◆ **Exercise directions**:
Down to the last line, reproduce the records exactly.

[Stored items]
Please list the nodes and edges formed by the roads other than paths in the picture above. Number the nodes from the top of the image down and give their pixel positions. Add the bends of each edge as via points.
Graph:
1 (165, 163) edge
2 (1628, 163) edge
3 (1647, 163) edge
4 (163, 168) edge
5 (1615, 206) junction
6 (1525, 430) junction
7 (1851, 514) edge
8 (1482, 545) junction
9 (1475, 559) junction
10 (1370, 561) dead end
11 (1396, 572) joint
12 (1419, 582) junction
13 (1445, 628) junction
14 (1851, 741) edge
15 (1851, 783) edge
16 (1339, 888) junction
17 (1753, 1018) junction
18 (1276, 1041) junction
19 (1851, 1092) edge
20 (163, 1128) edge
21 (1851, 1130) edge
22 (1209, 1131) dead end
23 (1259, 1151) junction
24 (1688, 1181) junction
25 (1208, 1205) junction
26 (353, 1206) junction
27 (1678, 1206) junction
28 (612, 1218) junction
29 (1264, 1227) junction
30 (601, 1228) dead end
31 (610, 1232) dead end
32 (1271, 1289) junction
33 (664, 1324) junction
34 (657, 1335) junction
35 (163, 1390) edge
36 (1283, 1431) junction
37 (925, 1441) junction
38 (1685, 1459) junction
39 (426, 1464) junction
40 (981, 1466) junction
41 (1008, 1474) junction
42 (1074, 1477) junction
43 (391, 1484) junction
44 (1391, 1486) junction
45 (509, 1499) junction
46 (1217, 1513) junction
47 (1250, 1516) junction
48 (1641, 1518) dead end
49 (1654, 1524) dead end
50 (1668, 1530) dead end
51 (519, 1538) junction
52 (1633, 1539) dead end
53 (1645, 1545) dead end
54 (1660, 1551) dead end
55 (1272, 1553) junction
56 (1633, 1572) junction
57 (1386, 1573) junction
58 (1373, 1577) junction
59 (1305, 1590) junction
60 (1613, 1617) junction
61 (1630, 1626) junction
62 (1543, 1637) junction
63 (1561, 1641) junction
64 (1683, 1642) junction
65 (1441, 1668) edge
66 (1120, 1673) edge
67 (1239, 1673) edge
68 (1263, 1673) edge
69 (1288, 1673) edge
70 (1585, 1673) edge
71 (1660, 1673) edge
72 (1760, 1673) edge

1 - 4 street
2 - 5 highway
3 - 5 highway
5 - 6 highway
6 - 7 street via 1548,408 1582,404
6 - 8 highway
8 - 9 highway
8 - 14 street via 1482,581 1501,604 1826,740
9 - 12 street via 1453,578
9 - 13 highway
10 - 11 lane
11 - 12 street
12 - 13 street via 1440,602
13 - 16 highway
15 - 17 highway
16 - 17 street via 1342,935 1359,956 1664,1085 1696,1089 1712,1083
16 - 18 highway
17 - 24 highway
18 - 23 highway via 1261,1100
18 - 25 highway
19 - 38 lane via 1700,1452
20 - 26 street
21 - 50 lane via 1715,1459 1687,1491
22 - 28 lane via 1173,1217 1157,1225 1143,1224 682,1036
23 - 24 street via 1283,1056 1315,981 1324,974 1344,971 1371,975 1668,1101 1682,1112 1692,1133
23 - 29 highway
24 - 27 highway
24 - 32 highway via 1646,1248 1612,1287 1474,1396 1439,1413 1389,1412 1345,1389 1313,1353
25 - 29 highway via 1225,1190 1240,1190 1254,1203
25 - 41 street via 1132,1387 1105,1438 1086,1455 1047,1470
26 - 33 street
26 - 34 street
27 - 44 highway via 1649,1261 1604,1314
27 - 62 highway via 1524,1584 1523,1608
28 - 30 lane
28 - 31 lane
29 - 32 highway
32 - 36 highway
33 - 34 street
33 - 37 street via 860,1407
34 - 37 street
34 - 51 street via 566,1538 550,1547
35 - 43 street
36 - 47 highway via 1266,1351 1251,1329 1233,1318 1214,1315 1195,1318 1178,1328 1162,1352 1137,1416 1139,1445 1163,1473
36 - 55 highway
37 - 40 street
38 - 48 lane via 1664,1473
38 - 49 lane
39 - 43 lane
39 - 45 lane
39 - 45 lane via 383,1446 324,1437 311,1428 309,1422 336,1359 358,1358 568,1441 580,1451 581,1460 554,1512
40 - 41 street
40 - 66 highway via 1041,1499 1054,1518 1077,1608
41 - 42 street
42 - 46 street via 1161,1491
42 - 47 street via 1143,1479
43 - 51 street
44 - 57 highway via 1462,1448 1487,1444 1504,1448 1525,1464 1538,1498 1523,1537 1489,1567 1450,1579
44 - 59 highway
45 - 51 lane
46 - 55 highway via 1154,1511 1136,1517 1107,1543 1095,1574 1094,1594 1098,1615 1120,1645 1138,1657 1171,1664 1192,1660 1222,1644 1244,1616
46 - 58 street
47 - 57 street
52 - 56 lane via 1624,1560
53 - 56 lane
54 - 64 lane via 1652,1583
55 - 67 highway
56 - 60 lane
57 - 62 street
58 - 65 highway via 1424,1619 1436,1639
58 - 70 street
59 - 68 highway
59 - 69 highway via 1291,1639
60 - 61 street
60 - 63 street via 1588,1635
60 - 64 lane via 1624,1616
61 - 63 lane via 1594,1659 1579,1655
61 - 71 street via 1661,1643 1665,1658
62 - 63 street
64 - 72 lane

◆ **Solution to this task**:
Please list the nodes and edges formed by the roads other than paths in the picture above. Number the nodes from the top of the image down and give their pixel positions. Add the bends of each edge as via points.
Graph:
1 (165, 163) edge
2 (1628, 163) edge
3 (1647, 163) edge
4 (163, 168) edge
5 (1615, 206) junction
6 (1525, 430) junction
7 (1851, 514) edge
8 (1482, 545) junction
9 (1475, 559) junction
10 (1370, 561) dead end
11 (1396, 572) joint
12 (1419, 582) junction
13 (1445, 628) junction
14 (1851, 741) edge
15 (1851, 783) edge
16 (1339, 888) junction
17 (1753, 1018) junction
18 (1276, 1041) junction
19 (1851, 1092) edge
20 (163, 1128) edge
21 (1851, 1130) edge
22 (1209, 1131) dead end
23 (1259, 1151) junction
24 (1688, 1181) junction
25 (1208, 1205) junction
26 (353, 1206) junction
27 (1678, 1206) junction
28 (612, 1218) junction
29 (1264, 1227) junction
30 (601, 1228) dead end
31 (610, 1232) dead end
32 (1271, 1289) junction
33 (664, 1324) junction
34 (657, 1335) junction
35 (163, 1390) edge
36 (1283, 1431) junction
37 (925, 1441) junction
38 (1685, 1459) junction
39 (426, 1464) junction
40 (981, 1466) junction
41 (1008, 1474) junction
42 (1074, 1477) junction
43 (391, 1484) junction
44 (1391, 1486) junction
45 (509, 1499) junction
46 (1217, 1513) junction
47 (1250, 1516) junction
48 (1641, 1518) dead end
49 (1654, 1524) dead end
50 (1668, 1530) dead end
51 (519, 1538) junction
52 (1633, 1539) dead end
53 (1645, 1545) dead end
54 (1660, 1551) dead end
55 (1272, 1553) junction
56 (1633, 1572) junction
57 (1386, 1573) junction
58 (1373, 1577) junction
59 (1305, 1590) junction
60 (1613, 1617) junction
61 (1630, 1626) junction
62 (1543, 1637) junction
63 (1561, 1641) junction
64 (1683, 1642) junction
65 (1441, 1668) edge
66 (1120, 1673) edge
67 (1239, 1673) edge
68 (1263, 1673) edge
69 (1288, 1673) edge
70 (1585, 1673) edge
71 (1660, 1673) edge
72 (1760, 1673) edge

1 - 4 street
2 - 5 highway
3 - 5 highway
5 - 6 highway
6 - 7 street via 1548,408 1582,404
6 - 8 highway
8 - 9 highway
8 - 14 street via 1482,581 1501,604 1826,740
9 - 12 street via 1453,578
9 - 13 highway
10 - 11 lane
11 - 12 street
12 - 13 street via 1440,602
13 - 16 highway
15 - 17 highway
16 - 17 street via 1342,935 1359,956 1664,1085 1696,1089 1712,1083
16 - 18 highway
17 - 24 highway
18 - 23 highway via 1261,1100
18 - 25 highway
19 - 38 lane via 1700,1452
20 - 26 street
21 - 50 lane via 1715,1459 1687,1491
22 - 28 lane via 1173,1217 1157,1225 1143,1224 682,1036
23 - 24 street via 1283,1056 1315,981 1324,974 1344,971 1371,975 1668,1101 1682,1112 1692,1133
23 - 29 highway
24 - 27 highway
24 - 32 highway via 1646,1248 1612,1287 1474,1396 1439,1413 1389,1412 1345,1389 1313,1353
25 - 29 highway via 1225,1190 1240,1190 1254,1203
25 - 41 street via 1132,1387 1105,1438 1086,1455 1047,1470
26 - 33 street
26 - 34 street
27 - 44 highway via 1649,1261 1604,1314
27 - 62 highway via 1524,1584 1523,1608
28 - 30 lane
28 - 31 lane
29 - 32 highway
32 - 36 highway
33 - 34 street
33 - 37 street via 860,1407
34 - 37 street
34 - 51 street via 566,1538 550,1547
35 - 43 street
36 - 47 highway via 1266,1351 1251,1329 1233,1318 1214,1315 1195,1318 1178,1328 1162,1352 1137,1416 1139,1445 1163,1473
36 - 55 highway
37 - 40 street
38 - 48 lane via 1664,1473
38 - 49 lane
39 - 43 lane
39 - 45 lane
39 - 45 lane via 383,1446 324,1437 311,1428 309,1422 336,1359 358,1358 568,1441 580,1451 581,1460 554,1512
40 - 41 street
40 - 66 highway via 1041,1499 1054,1518 1077,1608
41 - 42 street
42 - 46 street via 1161,1491
42 - 47 street via 1143,1479
43 - 51 street
44 - 57 highway via 1462,1448 1487,1444 1504,1448 1525,1464 1538,1498 1523,1537 1489,1567 1450,1579
44 - 59 highway
45 - 51 lane
46 - 55 highway via 1154,1511 1136,1517 1107,1543 1095,1574 1094,1594 1098,1615 1120,1645 1138,1657 1171,1664 1192,1660 1222,1644 1244,1616
46 - 58 street
47 - 57 street
52 - 56 lane via 1624,1560
53 - 56 lane
54 - 64 lane via 1652,1583
55 - 67 highway
56 - 60 lane
57 - 62 street
58 - 65 highway via 1424,1619 1436,1639
58 - 70 street
59 - 68 highway
59 - 69 highway via 1291,1639
60 - 61 street
60 - 63 street via 1588,1635
60 - 64 lane via 1624,1616
61 - 63 lane via 1594,1659 1579,1655
61 - 71 street via 1661,1643 1665,1658
62 - 63 street
64 - 72 lane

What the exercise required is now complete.